# [Work task]
What is needed is an exact transcription of every record.

# [Data in this exercise]
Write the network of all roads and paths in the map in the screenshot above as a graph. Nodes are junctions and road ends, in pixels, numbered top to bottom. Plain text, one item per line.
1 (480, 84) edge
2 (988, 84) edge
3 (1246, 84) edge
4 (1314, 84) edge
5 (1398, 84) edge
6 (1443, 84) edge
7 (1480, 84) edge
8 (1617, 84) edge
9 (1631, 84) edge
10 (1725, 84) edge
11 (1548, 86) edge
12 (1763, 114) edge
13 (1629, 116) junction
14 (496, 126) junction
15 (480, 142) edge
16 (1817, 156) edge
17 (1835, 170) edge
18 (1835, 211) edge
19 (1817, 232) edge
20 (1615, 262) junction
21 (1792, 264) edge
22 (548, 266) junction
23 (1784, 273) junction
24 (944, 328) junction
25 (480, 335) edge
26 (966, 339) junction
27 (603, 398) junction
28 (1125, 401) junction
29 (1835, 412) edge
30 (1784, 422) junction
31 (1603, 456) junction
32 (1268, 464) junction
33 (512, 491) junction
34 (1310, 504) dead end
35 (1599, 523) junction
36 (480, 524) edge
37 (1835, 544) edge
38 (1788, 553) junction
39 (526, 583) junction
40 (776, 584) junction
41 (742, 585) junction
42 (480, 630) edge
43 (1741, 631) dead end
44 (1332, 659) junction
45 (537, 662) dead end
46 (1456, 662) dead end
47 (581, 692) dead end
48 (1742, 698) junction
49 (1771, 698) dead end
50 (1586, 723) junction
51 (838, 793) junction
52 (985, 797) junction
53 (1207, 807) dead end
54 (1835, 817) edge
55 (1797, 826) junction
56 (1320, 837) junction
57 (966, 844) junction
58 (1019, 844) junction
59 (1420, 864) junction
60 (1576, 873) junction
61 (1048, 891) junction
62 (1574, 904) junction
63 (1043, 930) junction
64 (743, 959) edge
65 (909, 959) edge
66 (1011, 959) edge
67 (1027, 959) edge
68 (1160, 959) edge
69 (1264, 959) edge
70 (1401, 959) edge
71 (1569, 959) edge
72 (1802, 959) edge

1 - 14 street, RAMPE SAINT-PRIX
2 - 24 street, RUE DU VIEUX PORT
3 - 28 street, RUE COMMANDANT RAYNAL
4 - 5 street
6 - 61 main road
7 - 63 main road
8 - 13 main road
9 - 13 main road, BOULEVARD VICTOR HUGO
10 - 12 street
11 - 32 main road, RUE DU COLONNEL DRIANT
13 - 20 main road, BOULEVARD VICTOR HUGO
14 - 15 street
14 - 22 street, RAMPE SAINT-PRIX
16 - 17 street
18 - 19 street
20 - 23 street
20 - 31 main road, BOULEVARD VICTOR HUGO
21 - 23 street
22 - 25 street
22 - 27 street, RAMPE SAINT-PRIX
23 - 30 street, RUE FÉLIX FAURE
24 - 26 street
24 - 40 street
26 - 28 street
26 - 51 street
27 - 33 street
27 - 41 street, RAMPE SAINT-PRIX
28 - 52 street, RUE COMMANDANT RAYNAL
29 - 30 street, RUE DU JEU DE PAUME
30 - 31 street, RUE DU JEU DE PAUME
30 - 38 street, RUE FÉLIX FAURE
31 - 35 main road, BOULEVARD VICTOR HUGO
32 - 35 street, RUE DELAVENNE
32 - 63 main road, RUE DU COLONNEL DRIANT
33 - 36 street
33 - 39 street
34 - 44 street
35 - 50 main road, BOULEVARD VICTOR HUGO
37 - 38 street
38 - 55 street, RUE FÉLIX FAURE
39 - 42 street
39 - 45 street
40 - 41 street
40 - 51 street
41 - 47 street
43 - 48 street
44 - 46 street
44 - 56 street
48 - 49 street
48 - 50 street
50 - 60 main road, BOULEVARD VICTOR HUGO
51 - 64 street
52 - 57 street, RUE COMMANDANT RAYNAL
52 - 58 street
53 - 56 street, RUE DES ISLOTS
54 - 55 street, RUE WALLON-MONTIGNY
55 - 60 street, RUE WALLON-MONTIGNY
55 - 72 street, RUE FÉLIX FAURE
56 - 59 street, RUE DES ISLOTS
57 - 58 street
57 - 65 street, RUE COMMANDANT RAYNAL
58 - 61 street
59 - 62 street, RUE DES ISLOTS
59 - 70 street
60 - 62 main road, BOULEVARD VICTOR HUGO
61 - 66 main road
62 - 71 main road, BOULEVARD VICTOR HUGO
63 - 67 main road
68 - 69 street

# [Exercise solution]
Write the network of all roads and paths in the map in the screenshot above as a graph. Nodes are junctions and road ends, in pixels, numbered top to bottom. Plain text, one item per line.
1 (480, 84) edge
2 (988, 84) edge
3 (1246, 84) edge
4 (1314, 84) edge
5 (1398, 84) edge
6 (1443, 84) edge
7 (1480, 84) edge
8 (1617, 84) edge
9 (1631, 84) edge
10 (1725, 84) edge
11 (1548, 86) edge
12 (1763, 114) edge
13 (1629, 116) junction
14 (496, 126) junction
15 (480, 142) edge
16 (1817, 156) edge
17 (1835, 170) edge
18 (1835, 211) edge
19 (1817, 232) edge
20 (1615, 262) junction
21 (1792, 264) edge
22 (548, 266) junction
23 (1784, 273) junction
24 (944, 328) junction
25 (480, 335) edge
26 (966, 339) junction
27 (603, 398) junction
28 (1125, 401) junction
29 (1835, 412) edge
30 (1784, 422) junction
31 (1603, 456) junction
32 (1268, 464) junction
33 (512, 491) junction
34 (1310, 504) dead end
35 (1599, 523) junction
36 (480, 524) edge
37 (1835, 544) edge
38 (1788, 553) junction
39 (526, 583) junction
40 (776, 584) junction
41 (742, 585) junction
42 (480, 630) edge
43 (1741, 631) dead end
44 (1332, 659) junction
45 (537, 662) dead end
46 (1456, 662) dead end
47 (581, 692) dead end
48 (1742, 698) junction
49 (1771, 698) dead end
50 (1586, 723) junction
51 (838, 793) junction
52 (985, 797) junction
53 (1207, 807) dead end
54 (1835, 817) edge
55 (1797, 826) junction
56 (1320, 837) junction
57 (966, 844) junction
58 (1019, 844) junction
59 (1420, 864) junction
60 (1576, 873) junction
61 (1048, 891) junction
62 (1574, 904) junction
63 (1043, 930) junction
64 (743, 959) edge
65 (909, 959) edge
66 (1011, 959) edge
67 (1027, 959) edge
68 (1160, 959) edge
69 (1264, 959) edge
70 (1401, 959) edge
71 (1569, 959) edge
72 (1802, 959) edge

1 - 14 street, RAMPE SAINT-PRIX
2 - 24 street, RUE DU VIEUX PORT
3 - 28 street, RUE COMMANDANT RAYNAL
4 - 5 street
6 - 61 main road
7 - 63 main road
8 - 13 main road
9 - 13 main road, BOULEVARD VICTOR HUGO
10 - 12 street
11 - 32 main road, RUE DU COLONNEL DRIANT
13 - 20 main road, BOULEVARD VICTOR HUGO
14 - 15 street
14 - 22 street, RAMPE SAINT-PRIX
16 - 17 street
18 - 19 street
20 - 23 street
20 - 31 main road, BOULEVARD VICTOR HUGO
21 - 23 street
22 - 25 street
22 - 27 street, RAMPE SAINT-PRIX
23 - 30 street, RUE FÉLIX FAURE
24 - 26 street
24 - 40 street
26 - 28 street
26 - 51 street
27 - 33 street
27 - 41 street, RAMPE SAINT-PRIX
28 - 52 street, RUE COMMANDANT RAYNAL
29 - 30 street, RUE DU JEU DE PAUME
30 - 31 street, RUE DU JEU DE PAUME
30 - 38 street, RUE FÉLIX FAURE
31 - 35 main road, BOULEVARD VICTOR HUGO
32 - 35 street, RUE DELAVENNE
32 - 63 main road, RUE DU COLONNEL DRIANT
33 - 36 street
33 - 39 street
34 - 44 street
35 - 50 main road, BOULEVARD VICTOR HUGO
37 - 38 street
38 - 55 street, RUE FÉLIX FAURE
39 - 42 street
39 - 45 street
40 - 41 street
40 - 51 street
41 - 47 street
43 - 48 street
44 - 46 street
44 - 56 street
48 - 49 street
48 - 50 street
50 - 60 main road, BOULEVARD VICTOR HUGO
51 - 64 street
52 - 57 street, RUE COMMANDANT RAYNAL
52 - 58 street
53 - 56 street, RUE DES ISLOTS
54 - 55 street, RUE WALLON-MONTIGNY
55 - 60 street, RUE WALLON-MONTIGNY
55 - 72 street, RUE FÉLIX FAURE
56 - 59 street, RUE DES ISLOTS
57 - 58 street
57 - 65 street, RUE COMMANDANT RAYNAL
58 - 61 street
59 - 62 street, RUE DES ISLOTS
59 - 70 street
60 - 62 main road, BOULEVARD VICTOR HUGO
61 - 66 main road
62 - 71 main road, BOULEVARD VICTOR HUGO
63 - 67 main road
68 - 69 street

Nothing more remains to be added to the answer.